++++ RECORDS PROVIDED

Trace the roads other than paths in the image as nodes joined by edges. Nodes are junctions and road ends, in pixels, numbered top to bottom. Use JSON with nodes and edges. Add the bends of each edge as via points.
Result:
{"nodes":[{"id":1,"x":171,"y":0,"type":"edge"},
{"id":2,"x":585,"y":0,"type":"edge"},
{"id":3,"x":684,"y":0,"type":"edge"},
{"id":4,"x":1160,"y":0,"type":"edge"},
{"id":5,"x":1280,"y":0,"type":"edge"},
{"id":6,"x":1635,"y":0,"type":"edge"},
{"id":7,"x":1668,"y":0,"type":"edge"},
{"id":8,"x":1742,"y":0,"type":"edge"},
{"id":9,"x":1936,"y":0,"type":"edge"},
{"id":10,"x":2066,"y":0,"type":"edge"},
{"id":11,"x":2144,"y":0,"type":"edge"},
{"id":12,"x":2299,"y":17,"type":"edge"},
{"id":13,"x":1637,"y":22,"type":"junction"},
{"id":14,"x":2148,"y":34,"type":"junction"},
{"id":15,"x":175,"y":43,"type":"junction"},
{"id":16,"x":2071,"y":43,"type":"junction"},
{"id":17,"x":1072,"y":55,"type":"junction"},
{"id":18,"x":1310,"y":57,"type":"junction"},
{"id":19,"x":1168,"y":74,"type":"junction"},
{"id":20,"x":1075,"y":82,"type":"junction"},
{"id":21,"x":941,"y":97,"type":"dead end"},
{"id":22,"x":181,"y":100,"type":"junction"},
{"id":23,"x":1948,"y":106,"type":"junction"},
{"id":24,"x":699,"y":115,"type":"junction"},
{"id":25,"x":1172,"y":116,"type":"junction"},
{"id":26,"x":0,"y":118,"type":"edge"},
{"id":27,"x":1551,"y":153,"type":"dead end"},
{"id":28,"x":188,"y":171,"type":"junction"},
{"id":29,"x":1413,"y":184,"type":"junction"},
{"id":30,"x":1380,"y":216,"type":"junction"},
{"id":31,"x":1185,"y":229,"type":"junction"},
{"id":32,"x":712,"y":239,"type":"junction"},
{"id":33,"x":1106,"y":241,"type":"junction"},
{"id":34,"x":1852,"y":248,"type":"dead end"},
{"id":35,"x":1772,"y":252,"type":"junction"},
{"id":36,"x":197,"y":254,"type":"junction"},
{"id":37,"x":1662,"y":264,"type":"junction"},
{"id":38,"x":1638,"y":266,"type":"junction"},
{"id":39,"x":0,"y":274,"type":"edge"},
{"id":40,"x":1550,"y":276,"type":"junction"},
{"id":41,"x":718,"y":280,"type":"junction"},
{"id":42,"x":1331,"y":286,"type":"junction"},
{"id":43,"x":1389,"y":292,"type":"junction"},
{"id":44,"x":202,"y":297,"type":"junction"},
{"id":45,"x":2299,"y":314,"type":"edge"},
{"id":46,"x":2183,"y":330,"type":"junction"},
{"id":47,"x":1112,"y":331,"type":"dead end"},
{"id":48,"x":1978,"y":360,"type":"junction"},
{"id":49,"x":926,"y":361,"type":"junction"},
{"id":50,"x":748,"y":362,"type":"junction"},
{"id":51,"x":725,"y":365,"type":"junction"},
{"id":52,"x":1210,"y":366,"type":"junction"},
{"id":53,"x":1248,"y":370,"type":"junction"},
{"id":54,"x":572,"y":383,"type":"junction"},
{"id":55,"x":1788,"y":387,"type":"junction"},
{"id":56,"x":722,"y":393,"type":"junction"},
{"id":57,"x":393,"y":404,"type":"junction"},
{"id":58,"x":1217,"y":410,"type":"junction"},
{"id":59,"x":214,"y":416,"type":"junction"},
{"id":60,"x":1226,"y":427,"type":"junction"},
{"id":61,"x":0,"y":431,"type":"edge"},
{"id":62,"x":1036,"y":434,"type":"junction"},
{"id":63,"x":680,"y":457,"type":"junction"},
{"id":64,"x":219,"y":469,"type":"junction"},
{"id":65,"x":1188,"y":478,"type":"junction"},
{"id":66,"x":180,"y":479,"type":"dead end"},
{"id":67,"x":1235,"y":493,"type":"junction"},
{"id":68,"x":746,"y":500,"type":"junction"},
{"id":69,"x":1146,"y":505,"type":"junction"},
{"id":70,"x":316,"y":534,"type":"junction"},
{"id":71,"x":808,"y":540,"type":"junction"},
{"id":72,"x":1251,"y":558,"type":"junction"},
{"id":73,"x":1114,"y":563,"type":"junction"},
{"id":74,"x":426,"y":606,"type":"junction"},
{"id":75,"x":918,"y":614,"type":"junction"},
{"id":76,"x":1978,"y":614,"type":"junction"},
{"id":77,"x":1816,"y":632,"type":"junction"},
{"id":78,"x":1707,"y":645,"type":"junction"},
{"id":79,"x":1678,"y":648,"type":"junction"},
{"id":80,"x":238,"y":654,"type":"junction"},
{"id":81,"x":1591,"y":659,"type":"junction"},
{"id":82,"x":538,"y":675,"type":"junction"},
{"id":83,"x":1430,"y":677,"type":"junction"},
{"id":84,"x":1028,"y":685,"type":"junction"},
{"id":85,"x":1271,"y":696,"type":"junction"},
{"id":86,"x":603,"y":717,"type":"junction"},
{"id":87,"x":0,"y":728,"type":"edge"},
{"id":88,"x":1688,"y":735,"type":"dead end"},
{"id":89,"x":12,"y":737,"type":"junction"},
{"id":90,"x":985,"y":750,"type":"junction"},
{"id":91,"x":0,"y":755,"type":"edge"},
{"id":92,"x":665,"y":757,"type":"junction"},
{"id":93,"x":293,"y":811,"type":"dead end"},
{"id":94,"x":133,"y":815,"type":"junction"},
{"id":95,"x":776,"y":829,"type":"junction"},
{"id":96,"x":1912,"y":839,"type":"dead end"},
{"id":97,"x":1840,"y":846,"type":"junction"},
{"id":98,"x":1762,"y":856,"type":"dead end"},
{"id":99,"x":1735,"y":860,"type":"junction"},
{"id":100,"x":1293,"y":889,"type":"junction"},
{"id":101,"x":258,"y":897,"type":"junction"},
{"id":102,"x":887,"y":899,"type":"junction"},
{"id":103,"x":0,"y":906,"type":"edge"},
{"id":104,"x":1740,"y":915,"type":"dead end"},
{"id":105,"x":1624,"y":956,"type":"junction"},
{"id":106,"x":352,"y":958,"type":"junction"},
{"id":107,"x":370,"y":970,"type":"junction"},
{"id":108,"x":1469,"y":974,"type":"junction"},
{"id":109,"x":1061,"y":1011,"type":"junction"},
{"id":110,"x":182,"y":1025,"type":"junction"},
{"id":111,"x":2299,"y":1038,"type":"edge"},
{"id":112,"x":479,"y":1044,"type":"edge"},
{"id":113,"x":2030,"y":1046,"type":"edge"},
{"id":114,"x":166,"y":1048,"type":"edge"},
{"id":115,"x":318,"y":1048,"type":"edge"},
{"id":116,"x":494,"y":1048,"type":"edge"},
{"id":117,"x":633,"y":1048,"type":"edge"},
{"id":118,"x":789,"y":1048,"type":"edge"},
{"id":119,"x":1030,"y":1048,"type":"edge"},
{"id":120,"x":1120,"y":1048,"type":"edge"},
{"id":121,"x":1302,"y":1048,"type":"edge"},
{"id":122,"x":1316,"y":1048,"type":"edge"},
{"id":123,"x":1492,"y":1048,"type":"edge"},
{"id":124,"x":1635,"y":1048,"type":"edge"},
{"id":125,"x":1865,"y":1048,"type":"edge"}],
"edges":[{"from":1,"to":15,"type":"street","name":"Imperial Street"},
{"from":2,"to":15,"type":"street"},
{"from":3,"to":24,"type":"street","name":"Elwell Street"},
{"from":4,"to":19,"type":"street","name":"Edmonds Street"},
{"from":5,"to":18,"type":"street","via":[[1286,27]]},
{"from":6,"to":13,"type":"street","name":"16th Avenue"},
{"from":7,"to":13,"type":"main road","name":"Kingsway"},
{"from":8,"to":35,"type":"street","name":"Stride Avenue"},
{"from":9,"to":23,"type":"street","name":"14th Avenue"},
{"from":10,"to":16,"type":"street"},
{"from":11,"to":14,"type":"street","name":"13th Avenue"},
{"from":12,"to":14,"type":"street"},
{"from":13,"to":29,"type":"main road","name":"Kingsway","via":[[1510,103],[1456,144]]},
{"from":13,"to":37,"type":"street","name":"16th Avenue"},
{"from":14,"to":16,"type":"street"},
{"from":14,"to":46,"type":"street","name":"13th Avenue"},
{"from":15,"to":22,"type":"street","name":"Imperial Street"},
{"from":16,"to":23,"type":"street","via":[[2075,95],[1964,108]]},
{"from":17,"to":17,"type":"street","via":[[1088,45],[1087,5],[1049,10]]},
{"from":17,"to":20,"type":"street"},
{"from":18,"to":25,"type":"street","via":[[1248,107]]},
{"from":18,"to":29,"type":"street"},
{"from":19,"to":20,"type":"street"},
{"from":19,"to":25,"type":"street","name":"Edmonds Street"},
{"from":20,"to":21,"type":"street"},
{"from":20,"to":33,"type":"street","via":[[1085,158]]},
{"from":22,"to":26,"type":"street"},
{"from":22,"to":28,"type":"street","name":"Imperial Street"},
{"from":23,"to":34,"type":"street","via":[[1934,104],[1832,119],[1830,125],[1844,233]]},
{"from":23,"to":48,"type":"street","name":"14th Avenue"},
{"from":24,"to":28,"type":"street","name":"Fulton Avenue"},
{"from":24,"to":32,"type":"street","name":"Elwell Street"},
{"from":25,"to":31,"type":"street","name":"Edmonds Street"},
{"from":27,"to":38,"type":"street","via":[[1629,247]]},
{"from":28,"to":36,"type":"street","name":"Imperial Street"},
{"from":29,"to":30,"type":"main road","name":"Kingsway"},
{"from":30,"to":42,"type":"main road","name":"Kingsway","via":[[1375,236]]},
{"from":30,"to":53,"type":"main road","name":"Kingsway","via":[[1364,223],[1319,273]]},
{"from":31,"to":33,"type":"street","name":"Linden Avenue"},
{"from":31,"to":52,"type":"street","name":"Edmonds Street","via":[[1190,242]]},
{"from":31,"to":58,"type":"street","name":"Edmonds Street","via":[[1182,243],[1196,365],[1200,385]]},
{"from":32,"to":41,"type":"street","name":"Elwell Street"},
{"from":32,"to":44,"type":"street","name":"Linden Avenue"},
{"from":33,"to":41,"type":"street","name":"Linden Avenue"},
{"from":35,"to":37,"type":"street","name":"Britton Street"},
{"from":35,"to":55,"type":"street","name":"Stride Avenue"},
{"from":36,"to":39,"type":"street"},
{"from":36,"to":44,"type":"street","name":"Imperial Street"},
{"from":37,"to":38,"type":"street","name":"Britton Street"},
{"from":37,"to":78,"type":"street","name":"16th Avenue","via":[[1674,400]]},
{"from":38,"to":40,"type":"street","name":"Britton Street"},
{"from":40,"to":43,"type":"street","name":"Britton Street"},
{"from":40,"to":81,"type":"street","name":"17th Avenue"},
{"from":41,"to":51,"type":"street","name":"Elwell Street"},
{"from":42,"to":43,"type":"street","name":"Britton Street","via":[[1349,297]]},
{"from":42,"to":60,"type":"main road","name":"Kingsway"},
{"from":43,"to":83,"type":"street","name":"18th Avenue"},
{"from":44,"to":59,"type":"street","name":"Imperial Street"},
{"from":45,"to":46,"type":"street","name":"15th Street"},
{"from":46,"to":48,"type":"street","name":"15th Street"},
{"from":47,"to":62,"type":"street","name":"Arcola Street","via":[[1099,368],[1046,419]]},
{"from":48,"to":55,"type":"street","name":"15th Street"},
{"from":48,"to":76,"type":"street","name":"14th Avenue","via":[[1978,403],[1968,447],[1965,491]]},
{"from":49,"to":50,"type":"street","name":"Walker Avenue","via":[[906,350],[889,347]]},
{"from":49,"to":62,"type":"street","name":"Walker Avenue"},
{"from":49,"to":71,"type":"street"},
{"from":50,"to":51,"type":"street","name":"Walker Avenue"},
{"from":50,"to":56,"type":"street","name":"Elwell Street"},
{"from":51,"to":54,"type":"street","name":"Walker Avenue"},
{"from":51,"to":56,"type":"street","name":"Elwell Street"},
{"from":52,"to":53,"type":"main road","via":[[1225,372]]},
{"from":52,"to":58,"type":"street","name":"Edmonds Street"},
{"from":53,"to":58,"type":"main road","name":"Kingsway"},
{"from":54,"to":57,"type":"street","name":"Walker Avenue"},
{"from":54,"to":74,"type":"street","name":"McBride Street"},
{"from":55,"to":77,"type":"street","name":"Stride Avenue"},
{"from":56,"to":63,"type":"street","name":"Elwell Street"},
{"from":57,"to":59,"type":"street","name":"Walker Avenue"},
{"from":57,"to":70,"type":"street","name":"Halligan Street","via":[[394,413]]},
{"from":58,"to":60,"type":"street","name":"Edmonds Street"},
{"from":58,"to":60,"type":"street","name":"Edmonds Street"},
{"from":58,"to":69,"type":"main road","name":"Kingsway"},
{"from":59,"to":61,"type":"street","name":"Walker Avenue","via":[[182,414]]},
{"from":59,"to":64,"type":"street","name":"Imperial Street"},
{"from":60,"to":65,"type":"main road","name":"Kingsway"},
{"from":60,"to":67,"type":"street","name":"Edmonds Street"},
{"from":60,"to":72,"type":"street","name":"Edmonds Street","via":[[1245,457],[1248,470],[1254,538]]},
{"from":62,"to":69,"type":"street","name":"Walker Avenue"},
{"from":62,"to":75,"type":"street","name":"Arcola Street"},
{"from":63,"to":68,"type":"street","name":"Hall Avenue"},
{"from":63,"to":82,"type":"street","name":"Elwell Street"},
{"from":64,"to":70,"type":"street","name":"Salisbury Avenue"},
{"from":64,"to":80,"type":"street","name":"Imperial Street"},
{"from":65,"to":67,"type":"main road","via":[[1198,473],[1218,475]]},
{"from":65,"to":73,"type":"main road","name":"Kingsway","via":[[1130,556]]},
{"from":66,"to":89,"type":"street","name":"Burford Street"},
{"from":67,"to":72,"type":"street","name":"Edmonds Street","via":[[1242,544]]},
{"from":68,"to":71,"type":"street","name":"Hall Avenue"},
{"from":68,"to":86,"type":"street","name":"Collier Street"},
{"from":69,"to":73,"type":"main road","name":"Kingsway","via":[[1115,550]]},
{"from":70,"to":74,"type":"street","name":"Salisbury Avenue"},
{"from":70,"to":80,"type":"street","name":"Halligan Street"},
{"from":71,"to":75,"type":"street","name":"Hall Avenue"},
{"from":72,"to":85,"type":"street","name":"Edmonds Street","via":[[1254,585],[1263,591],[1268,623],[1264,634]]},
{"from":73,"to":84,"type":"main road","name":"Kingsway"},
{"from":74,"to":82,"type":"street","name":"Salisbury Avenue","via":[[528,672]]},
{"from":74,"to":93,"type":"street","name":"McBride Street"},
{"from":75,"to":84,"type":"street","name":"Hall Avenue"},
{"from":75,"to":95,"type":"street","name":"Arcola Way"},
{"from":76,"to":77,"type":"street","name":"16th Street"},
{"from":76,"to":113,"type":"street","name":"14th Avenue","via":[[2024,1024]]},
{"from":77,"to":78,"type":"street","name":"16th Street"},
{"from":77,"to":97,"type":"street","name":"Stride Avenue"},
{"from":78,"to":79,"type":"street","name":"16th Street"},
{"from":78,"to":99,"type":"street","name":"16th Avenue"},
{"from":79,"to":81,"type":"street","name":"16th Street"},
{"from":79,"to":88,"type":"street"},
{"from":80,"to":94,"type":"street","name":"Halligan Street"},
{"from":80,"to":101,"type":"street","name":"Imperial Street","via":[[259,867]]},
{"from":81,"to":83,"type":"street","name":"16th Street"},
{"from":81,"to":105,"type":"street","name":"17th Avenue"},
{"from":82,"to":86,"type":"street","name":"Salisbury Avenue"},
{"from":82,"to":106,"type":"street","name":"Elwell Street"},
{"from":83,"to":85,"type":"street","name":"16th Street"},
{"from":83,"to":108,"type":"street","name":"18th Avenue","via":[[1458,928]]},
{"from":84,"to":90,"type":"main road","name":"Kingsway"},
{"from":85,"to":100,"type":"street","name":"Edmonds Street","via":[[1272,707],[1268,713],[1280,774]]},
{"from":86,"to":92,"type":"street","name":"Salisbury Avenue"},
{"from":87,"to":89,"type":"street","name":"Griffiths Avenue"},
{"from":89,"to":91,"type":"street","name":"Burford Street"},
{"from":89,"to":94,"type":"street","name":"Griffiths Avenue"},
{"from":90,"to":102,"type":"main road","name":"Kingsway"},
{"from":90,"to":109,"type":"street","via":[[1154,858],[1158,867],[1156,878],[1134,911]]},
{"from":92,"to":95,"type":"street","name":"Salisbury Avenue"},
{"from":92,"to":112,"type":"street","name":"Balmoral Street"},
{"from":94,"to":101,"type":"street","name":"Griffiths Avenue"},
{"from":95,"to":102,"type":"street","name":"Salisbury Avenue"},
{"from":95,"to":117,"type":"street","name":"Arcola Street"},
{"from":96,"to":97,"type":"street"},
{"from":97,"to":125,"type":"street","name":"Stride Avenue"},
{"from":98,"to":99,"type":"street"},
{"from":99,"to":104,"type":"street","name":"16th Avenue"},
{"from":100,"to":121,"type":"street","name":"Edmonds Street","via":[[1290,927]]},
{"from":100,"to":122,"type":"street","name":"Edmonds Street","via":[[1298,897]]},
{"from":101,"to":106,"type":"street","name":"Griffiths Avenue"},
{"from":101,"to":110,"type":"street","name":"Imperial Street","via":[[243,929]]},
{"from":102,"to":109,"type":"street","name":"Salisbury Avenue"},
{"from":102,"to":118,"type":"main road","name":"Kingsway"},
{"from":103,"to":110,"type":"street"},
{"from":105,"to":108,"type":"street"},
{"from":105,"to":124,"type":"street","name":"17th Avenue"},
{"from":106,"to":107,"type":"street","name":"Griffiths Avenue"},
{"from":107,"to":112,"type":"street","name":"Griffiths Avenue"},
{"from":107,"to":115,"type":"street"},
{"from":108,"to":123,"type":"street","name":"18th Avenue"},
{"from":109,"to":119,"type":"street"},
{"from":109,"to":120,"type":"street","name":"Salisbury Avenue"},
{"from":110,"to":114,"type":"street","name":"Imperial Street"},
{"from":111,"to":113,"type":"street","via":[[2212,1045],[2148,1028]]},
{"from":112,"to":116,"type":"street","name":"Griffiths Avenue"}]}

++++++++

REQUIREMENT | Take each line of the material that contains the word "Arcola" and list it.

RESULT OF THIS EXERCISE |
{"from":47,"to":62,"type":"street","name":"Arcola Street","via":[[1099,368],[1046,419]]},
{"from":62,"to":75,"type":"street","name":"Arcola Street"},
{"from":75,"to":95,"type":"street","name":"Arcola Way"},
{"from":95,"to":117,"type":"street","name":"Arcola Street"},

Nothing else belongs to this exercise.